### Given records
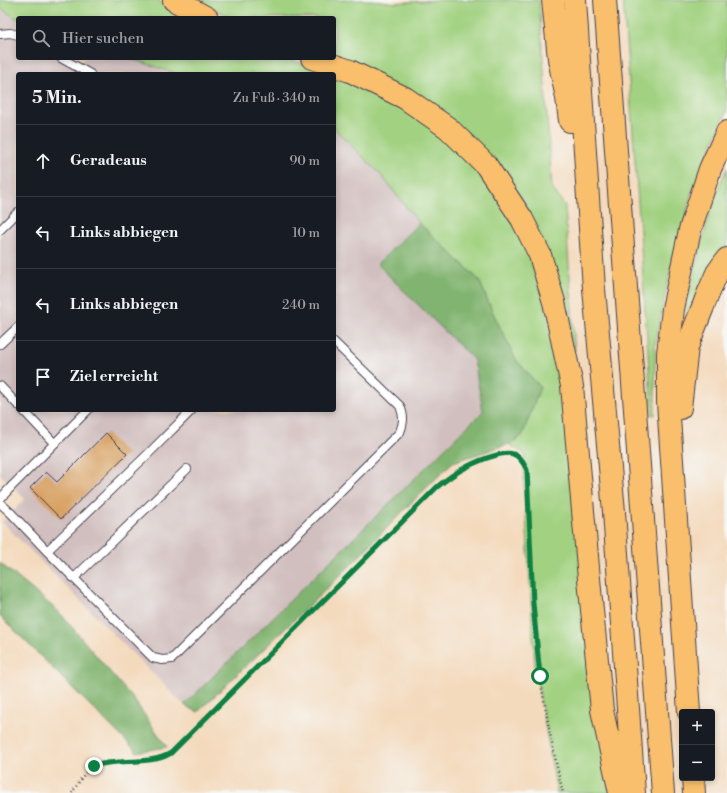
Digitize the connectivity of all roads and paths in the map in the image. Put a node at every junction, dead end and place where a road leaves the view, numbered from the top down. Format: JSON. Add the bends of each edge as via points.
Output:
{"nodes":[{"id":1,"x":174,"y":0,"type":"edge"},
{"id":2,"x":553,"y":0,"type":"edge"},
{"id":3,"x":575,"y":0,"type":"edge"},
{"id":4,"x":606,"y":0,"type":"edge"},
{"id":5,"x":203,"y":16,"type":"edge"},
{"id":6,"x":0,"y":34,"type":"edge"},
{"id":7,"x":16,"y":34,"type":"edge"},
{"id":8,"x":65,"y":60,"type":"edge"},
{"id":9,"x":318,"y":60,"type":"edge"},
{"id":10,"x":86,"y":72,"type":"edge"},
{"id":11,"x":727,"y":132,"type":"edge"},
{"id":12,"x":16,"y":214,"type":"edge"},
{"id":13,"x":0,"y":230,"type":"edge"},
{"id":14,"x":727,"y":259,"type":"edge"},
{"id":15,"x":594,"y":289,"type":"junction"},
{"id":16,"x":16,"y":329,"type":"edge"},
{"id":17,"x":0,"y":344,"type":"edge"},
{"id":18,"x":336,"y":344,"type":"edge"},
{"id":19,"x":0,"y":386,"type":"edge"},
{"id":20,"x":16,"y":403,"type":"edge"},
{"id":21,"x":25,"y":412,"type":"edge"},
{"id":22,"x":86,"y":412,"type":"edge"},
{"id":23,"x":190,"y":412,"type":"edge"},
{"id":24,"x":54,"y":443,"type":"junction"},
{"id":25,"x":187,"y":469,"type":"dead end"},
{"id":26,"x":673,"y":473,"type":"junction"},
{"id":27,"x":0,"y":499,"type":"edge"},
{"id":28,"x":0,"y":503,"type":"edge"},
{"id":29,"x":47,"y":551,"type":"junction"},
{"id":30,"x":74,"y":578,"type":"junction"},
{"id":31,"x":689,"y":709,"type":"edge"},
{"id":32,"x":693,"y":781,"type":"edge"},
{"id":33,"x":72,"y":793,"type":"edge"},
{"id":34,"x":563,"y":793,"type":"edge"},
{"id":35,"x":620,"y":793,"type":"edge"},
{"id":36,"x":634,"y":793,"type":"edge"},
{"id":37,"x":663,"y":793,"type":"edge"},
{"id":38,"x":694,"y":793,"type":"edge"}],
"edges":[{"from":1,"to":5,"type":"highway"},
{"from":2,"to":15,"type":"highway","via":[[559,59],[576,167],[582,253]]},
{"from":3,"to":15,"type":"highway"},
{"from":4,"to":37,"type":"highway"},
{"from":6,"to":7,"type":"lane"},
{"from":8,"to":10,"type":"lane"},
{"from":9,"to":35,"type":"highway","via":[[350,71],[405,98],[448,128],[486,165],[522,219],[540,255],[554,302],[572,386],[602,710]]},
{"from":11,"to":26,"type":"highway","via":[[710,170],[690,230],[673,310],[668,353],[668,402]]},
{"from":12,"to":13,"type":"lane"},
{"from":14,"to":26,"type":"highway","via":[[717,273],[687,347]]},
{"from":15,"to":36,"type":"highway","via":[[614,512]]},
{"from":16,"to":17,"type":"lane"},
{"from":18,"to":30,"type":"lane","via":[[400,406],[403,415],[400,432],[172,659],[153,658]]},
{"from":19,"to":20,"type":"lane"},
{"from":21,"to":24,"type":"lane"},
{"from":22,"to":24,"type":"lane"},
{"from":23,"to":29,"type":"lane"},
{"from":24,"to":27,"type":"lane"},
{"from":25,"to":30,"type":"lane"},
{"from":26,"to":31,"type":"highway"},
{"from":28,"to":29,"type":"lane"},
{"from":29,"to":30,"type":"lane"},
{"from":32,"to":38,"type":"highway"},
{"from":33,"to":34,"type":"path","via":[[94,766],[118,761],[159,758],[171,753],[437,487],[464,468],[485,458],[504,454],[513,454],[522,460],[527,470],[533,603],[539,669]]}]}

### About this exercise
Your task is to gather all lines from the entries above that hold the word "highway".

### Response area
"edges":[{"from":1,"to":5,"type":"highway"},
{"from":2,"to":15,"type":"highway","via":[[559,59],[576,167],[582,253]]},
{"from":3,"to":15,"type":"highway"},
{"from":4,"to":37,"type":"highway"},
{"from":9,"to":35,"type":"highway","via":[[350,71],[405,98],[448,128],[486,165],[522,219],[540,255],[554,302],[572,386],[602,710]]},
{"from":11,"to":26,"type":"highway","via":[[710,170],[690,230],[673,310],[668,353],[668,402]]},
{"from":14,"to":26,"type":"highway","via":[[717,273],[687,347]]},
{"from":15,"to":36,"type":"highway","via":[[614,512]]},
{"from":26,"to":31,"type":"highway"},
{"from":32,"to":38,"type":"highway"},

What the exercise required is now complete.